Stored data entries:
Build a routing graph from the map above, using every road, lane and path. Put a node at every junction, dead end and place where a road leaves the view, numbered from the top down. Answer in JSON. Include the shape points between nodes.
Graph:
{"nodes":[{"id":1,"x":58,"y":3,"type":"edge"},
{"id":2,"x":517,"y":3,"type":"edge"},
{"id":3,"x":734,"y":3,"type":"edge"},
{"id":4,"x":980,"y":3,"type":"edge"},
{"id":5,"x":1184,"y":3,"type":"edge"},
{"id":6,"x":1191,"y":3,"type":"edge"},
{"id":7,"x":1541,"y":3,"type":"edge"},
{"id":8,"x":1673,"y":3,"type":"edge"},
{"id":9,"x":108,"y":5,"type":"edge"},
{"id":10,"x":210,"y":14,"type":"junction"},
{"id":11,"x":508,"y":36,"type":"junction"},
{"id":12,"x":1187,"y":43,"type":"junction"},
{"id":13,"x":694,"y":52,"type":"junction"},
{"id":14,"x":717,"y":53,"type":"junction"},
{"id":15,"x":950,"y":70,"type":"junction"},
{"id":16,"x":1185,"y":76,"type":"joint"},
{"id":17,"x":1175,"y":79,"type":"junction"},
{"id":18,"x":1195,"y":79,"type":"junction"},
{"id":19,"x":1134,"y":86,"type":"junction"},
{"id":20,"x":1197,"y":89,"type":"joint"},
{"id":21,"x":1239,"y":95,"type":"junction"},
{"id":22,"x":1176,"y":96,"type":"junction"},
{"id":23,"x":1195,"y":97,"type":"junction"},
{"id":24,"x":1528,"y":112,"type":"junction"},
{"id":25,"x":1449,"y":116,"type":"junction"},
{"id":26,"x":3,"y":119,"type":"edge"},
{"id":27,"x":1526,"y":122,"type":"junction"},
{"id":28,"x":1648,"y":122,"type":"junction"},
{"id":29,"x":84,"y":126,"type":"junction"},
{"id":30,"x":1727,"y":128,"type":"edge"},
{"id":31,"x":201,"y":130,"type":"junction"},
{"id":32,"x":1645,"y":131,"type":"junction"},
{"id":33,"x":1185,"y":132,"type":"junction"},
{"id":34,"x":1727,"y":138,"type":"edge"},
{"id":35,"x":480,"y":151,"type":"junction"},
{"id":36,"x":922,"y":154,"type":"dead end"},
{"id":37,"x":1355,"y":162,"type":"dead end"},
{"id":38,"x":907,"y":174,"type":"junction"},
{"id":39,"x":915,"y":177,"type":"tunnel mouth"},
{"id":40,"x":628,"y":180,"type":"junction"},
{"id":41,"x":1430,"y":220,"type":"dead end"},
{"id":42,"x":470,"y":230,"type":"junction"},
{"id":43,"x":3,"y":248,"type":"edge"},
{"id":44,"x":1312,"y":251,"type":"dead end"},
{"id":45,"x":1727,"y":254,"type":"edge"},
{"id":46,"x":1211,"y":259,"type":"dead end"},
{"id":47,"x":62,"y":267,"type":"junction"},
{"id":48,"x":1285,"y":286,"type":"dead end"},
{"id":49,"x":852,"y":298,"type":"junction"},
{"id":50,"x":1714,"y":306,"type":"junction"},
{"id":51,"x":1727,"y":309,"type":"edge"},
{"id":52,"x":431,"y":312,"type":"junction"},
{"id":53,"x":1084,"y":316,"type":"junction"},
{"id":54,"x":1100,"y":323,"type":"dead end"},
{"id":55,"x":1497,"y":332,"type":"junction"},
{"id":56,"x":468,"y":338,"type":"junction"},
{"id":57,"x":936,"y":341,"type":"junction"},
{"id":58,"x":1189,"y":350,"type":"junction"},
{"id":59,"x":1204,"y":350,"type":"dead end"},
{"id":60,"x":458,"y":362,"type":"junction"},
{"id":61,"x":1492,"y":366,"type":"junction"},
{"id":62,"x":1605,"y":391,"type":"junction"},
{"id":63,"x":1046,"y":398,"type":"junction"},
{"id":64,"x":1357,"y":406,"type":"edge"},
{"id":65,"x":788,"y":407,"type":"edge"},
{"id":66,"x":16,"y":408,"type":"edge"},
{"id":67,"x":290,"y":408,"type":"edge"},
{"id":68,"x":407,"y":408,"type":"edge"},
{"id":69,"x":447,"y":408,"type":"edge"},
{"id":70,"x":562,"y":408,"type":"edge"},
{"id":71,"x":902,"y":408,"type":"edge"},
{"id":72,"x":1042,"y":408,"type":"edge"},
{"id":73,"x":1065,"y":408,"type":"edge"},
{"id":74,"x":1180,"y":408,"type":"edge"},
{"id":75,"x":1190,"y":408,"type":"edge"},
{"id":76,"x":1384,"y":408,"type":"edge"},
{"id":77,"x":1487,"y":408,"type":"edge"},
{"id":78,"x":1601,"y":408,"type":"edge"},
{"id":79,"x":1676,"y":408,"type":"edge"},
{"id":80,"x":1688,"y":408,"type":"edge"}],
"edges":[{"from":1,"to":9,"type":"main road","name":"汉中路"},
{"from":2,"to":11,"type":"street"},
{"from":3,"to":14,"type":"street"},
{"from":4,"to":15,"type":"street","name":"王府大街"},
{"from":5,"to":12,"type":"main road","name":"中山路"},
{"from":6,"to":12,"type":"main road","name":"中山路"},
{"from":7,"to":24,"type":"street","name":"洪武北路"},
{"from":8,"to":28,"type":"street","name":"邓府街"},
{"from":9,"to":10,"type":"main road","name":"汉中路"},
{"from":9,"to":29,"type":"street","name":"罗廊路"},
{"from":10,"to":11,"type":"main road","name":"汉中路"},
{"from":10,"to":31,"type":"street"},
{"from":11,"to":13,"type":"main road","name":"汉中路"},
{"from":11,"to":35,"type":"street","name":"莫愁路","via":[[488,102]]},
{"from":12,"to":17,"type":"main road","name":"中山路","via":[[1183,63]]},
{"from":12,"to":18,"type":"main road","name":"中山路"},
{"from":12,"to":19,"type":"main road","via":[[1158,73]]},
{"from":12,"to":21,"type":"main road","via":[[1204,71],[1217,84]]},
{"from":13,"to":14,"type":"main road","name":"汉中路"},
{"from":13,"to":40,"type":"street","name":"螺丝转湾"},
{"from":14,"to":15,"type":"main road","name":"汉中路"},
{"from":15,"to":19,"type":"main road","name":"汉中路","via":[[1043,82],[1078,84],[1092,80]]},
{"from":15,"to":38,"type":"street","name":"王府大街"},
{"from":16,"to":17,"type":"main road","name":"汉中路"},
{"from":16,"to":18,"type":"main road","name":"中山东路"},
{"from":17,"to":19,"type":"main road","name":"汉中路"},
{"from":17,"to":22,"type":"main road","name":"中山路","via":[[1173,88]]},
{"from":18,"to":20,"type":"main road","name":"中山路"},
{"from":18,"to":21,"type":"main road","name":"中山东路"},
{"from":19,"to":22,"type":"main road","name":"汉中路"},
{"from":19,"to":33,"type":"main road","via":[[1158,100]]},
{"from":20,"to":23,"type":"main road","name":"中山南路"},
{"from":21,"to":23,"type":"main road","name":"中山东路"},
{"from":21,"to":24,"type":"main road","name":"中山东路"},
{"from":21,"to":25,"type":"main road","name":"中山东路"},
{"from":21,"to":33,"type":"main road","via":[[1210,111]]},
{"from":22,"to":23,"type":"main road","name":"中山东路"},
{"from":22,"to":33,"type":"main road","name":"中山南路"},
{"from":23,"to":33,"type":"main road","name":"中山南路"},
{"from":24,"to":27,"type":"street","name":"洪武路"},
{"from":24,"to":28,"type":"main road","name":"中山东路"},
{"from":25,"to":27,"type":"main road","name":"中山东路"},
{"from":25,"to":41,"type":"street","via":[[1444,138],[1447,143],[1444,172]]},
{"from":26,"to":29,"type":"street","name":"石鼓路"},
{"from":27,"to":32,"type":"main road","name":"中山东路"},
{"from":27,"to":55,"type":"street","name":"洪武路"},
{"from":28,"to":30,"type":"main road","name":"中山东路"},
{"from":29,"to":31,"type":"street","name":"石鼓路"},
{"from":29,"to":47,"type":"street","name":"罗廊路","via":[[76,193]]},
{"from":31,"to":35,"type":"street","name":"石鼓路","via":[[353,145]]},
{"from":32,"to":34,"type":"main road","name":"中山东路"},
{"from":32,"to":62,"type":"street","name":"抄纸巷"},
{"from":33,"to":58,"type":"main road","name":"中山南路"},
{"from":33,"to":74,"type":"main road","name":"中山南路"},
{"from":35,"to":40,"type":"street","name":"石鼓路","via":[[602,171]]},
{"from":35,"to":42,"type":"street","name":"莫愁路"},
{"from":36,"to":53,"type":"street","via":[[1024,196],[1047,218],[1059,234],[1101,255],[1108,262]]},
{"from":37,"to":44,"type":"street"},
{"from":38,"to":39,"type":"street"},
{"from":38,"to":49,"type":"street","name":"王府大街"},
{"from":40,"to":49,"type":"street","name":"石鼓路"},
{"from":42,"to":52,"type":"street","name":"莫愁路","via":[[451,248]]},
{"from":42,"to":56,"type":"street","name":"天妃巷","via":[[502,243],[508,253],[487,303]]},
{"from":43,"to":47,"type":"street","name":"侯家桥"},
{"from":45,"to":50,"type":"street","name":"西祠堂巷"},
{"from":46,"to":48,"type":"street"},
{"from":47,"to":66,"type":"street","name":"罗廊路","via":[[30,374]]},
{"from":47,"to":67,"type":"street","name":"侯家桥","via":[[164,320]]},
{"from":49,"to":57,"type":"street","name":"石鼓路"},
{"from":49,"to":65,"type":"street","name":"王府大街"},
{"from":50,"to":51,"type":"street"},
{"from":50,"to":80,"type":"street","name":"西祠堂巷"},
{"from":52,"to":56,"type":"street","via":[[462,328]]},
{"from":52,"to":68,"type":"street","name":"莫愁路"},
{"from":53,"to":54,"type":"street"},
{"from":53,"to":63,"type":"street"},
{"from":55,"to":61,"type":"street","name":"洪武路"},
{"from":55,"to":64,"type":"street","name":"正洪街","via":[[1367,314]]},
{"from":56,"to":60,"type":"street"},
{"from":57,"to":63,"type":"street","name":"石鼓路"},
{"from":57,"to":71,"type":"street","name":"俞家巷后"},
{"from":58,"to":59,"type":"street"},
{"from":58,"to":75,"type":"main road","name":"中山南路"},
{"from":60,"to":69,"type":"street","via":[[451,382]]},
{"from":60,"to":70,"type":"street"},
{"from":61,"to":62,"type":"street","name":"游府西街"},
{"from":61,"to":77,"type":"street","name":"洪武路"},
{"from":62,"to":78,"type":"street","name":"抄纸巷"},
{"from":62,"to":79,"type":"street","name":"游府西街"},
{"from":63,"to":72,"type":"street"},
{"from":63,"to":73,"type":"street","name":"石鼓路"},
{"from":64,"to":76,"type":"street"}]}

Problem statement: Extract all lines from the data in which "游府西街" is found.

Written reply:
{"from":61,"to":62,"type":"street","name":"游府西街"},
{"from":62,"to":79,"type":"street","name":"游府西街"},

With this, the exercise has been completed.